Reductions in muscle size and increases in fat infiltration have been reported in small-scale studies after SCI, however there is a need for studies that include larger and more diverse samples of individuals living with SCI to understand factors related to these muscle changes. Therefore, this study aimed to look at levels of muscle atrophy and fat infiltration in a sample of chronic SCI patients with various impairments.

The study

A sample of 70 participants with SCI (and age, height, and gender matched able-bodied controls) was used. All were at least 2 years post-injury, and varied in severity and level of impairment: 45 had motor-complete spinal cord injury (no motor or sensory function is preserved), 25 had motor-incomplete spinal cord injury (some motor and sensory function preserved), of which 14 used a wheelchair for ambulation.

Researchers took measurements of calf muscle area and density (a measure of fat content) via CT scans (specialized X-rays that use a series of images taken from different angles to create cross-sectional images, or slices) and participants were assessed for the following characteristics:

  • Age
  • Gender
  • Height
  • Body mass and waist circumference
  • Frequency and severity of spasticity (muscle spasms)
  • Physical activity
  • Wheelchair use
  • Duration of SCI
  • Age at the time of SCI
  • Level of SCI
  • Voluntary Calf-muscle function

The authors then looked at the relationships between these different characteristics and muscle status.

Results

As expected, individuals with SCI had smaller calf muscles and more fat infiltration of muscle compared to able-bodied controls.

Muscle area was strongly linked to body mass after complete and incomplete SCI. Wheelchair use, having a lower body mass, being paraplegic, having less voluntary muscle function, experiencing less muscle spasms, and less vigorous physical activity participation, were associated with smaller calf muscles.

Having a larger waist circumference, wheelchair use, having less voluntary muscle function, having less spasticity, performing fewer minutes of daily vigorous physical activity, and having an older age, were associated with lower muscle density.

What does this mean for individuals living with SCI?

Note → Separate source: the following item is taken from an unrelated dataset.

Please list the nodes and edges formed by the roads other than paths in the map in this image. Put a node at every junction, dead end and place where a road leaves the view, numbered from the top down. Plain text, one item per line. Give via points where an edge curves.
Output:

As well as characterizing some of the physiological changes that occur after spinal cord injury, these findings can also contribute to the application of therapies and treatments to help preserve muscle health. Having looked at a variety of SCI-related characteristics can help inform who should use these therapies.

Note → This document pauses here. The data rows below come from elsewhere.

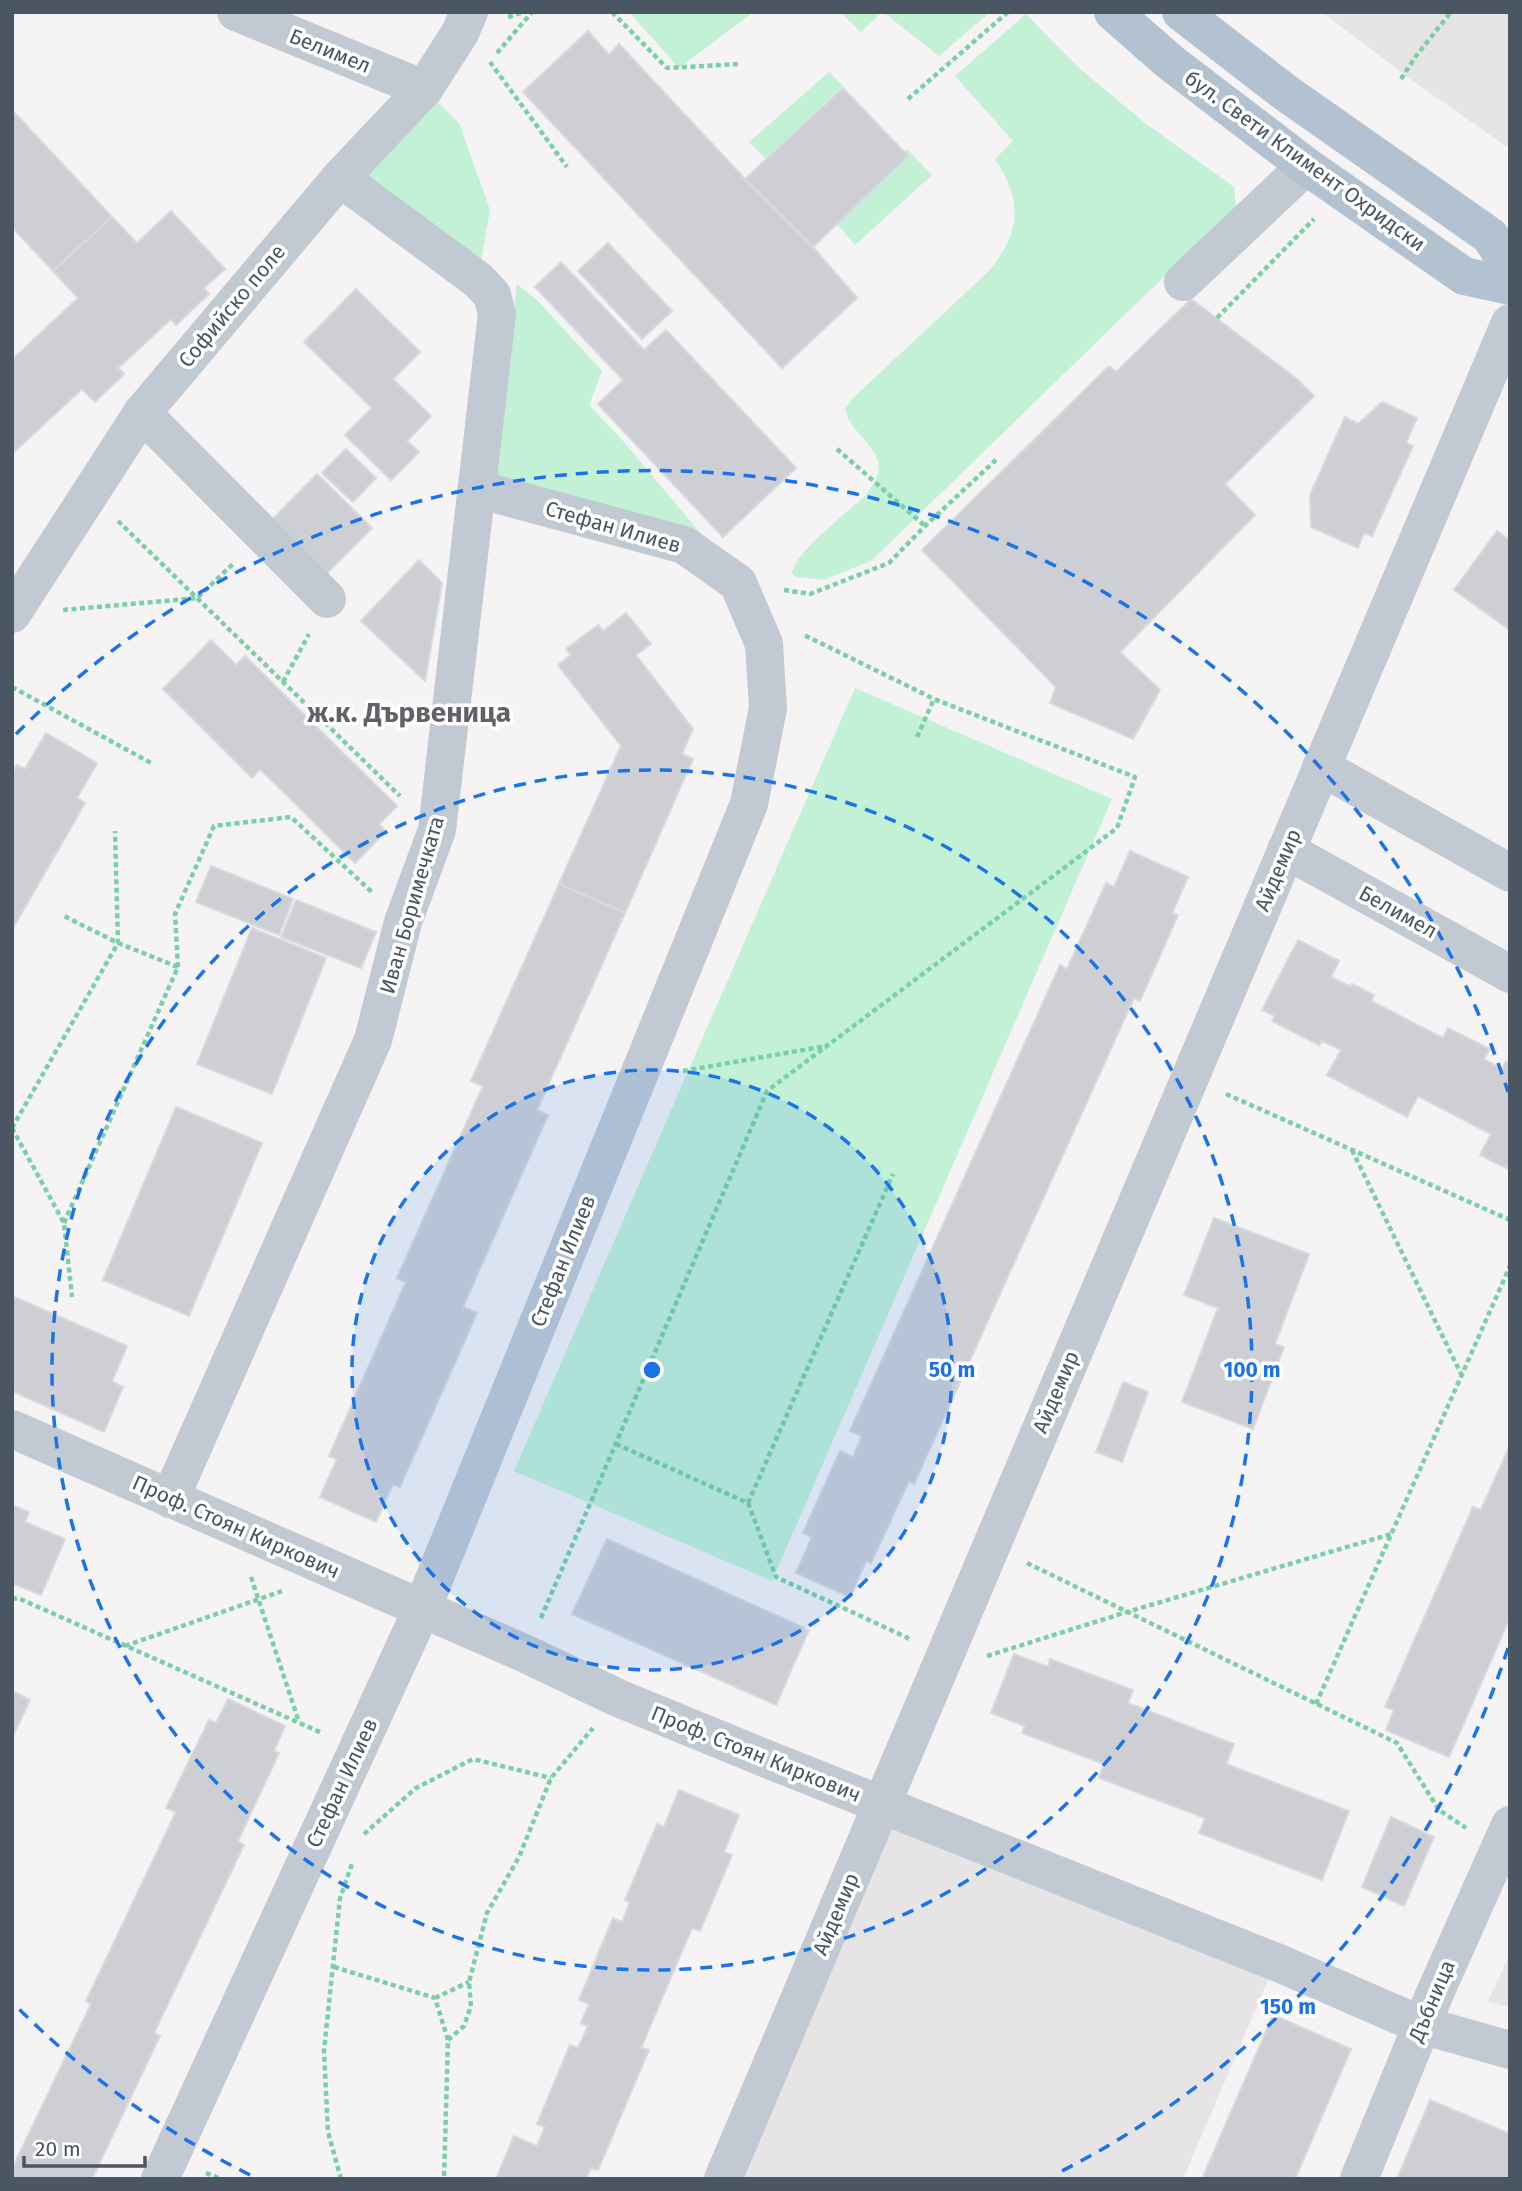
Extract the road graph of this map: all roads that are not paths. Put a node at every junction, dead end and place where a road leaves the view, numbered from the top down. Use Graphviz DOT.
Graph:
graph roads {
  1 [pos="236,12"];
  2 [pos="469,12"];
  3 [pos="1113,12"];
  4 [pos="1181,12"];
  5 [pos="424,89"];
  6 [pos="1306,166"];
  7 [pos="340,178"];
  8 [pos="1510,267"];
  9 [pos="1183,282"];
  10 [pos="1510,286"];
  11 [pos="1510,323"];
  12 [pos="142,413"];
  13 [pos="477,489"];
  14 [pos="327,599"];
  15 [pos="12,614"];
  16 [pos="1321,767"];
  17 [pos="1286,850"];
  18 [pos="1510,873"];
  19 [pos="1505,962"];
  20 [pos="12,1430"];
  21 [pos="170,1499"];
  22 [pos="422,1609"];
  23 [pos="882,1805"];
  24 [pos="1510,1825"];
  25 [pos="1421,2025"];
  26 [pos="1510,2050"];
  27 [pos="160,2179"];
  28 [pos="723,2179"];
  29 [pos="1359,2179"];
  1 -- 5 [label="street, Белимел"];
  2 -- 5 [label="street, Софийско поле"];
  3 -- 6 [label="main road, бул. Свети Климент Охридски"];
  4 -- 8 [label="main road"];
  5 -- 7 [label="street, Софийско поле"];
  6 -- 9 [label="street"];
  6 -- 10 [label="main road, бул. Свети Климент Охридски"];
  7 -- 12 [label="street, Софийско поле"];
  7 -- 13 [label="street, Иван Боримечката"];
  11 -- 16 [label="street, Айдемир"];
  12 -- 14 [label="street"];
  12 -- 15 [label="street, Софийско поле"];
  13 -- 21 [label="street, Иван Боримечката"];
  13 -- 22 [label="street, Стефан Илиев"];
  16 -- 17 [label="street, Айдемир"];
  16 -- 18 [label="street"];
  17 -- 19 [label="street, Белимел"];
  17 -- 23 [label="street, Айдемир"];
  20 -- 21 [label="street, Проф. Стоян Киркович"];
  21 -- 22 [label="street, Проф. Стоян Киркович"];
  22 -- 23 [label="street, Проф. Стоян Киркович"];
  22 -- 27 [label="street, Стефан Илиев"];
  23 -- 25 [label="street, Проф. Стоян Киркович"];
  23 -- 28 [label="street, Айдемир"];
  24 -- 25 [label="street, Дъбница"];
  25 -- 26 [label="street, Проф. Стоян Киркович"];
  25 -- 29 [label="street, Дъбница"];
}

From the results of this study, it appears changes in muscle area and density are heavily linked to factors related to either muscle function or body size/composition.

Physical activity and involuntary spasticity were associated with improved muscle health (decreased fat infiltration and increased muscle size), which emphasizes the importance of exercise and muscle activation.

Muscle changes were associated with wheelchair use: this suggests that maintaining muscle function through upright ambulation (in incomplete SCI with some preserved motor function) may prevent muscle loss and secondary metabolic complications as a result. Participation in physical activity supplemented with electrical stimulation therapy may thus be beneficial for patients without voluntary muscle contraction.

With regards to body size and composition, results of the study suggest that maintaining a healthy body composition may help prevent metabolic complications. Waist circumference is commonly used as an indicator of risk for obesity. In the studied participants, leg muscle density was associated with higher waist circumference; therefore this measurement could potentially be used to predict metabolic health outcomes after chronic SCI in the future.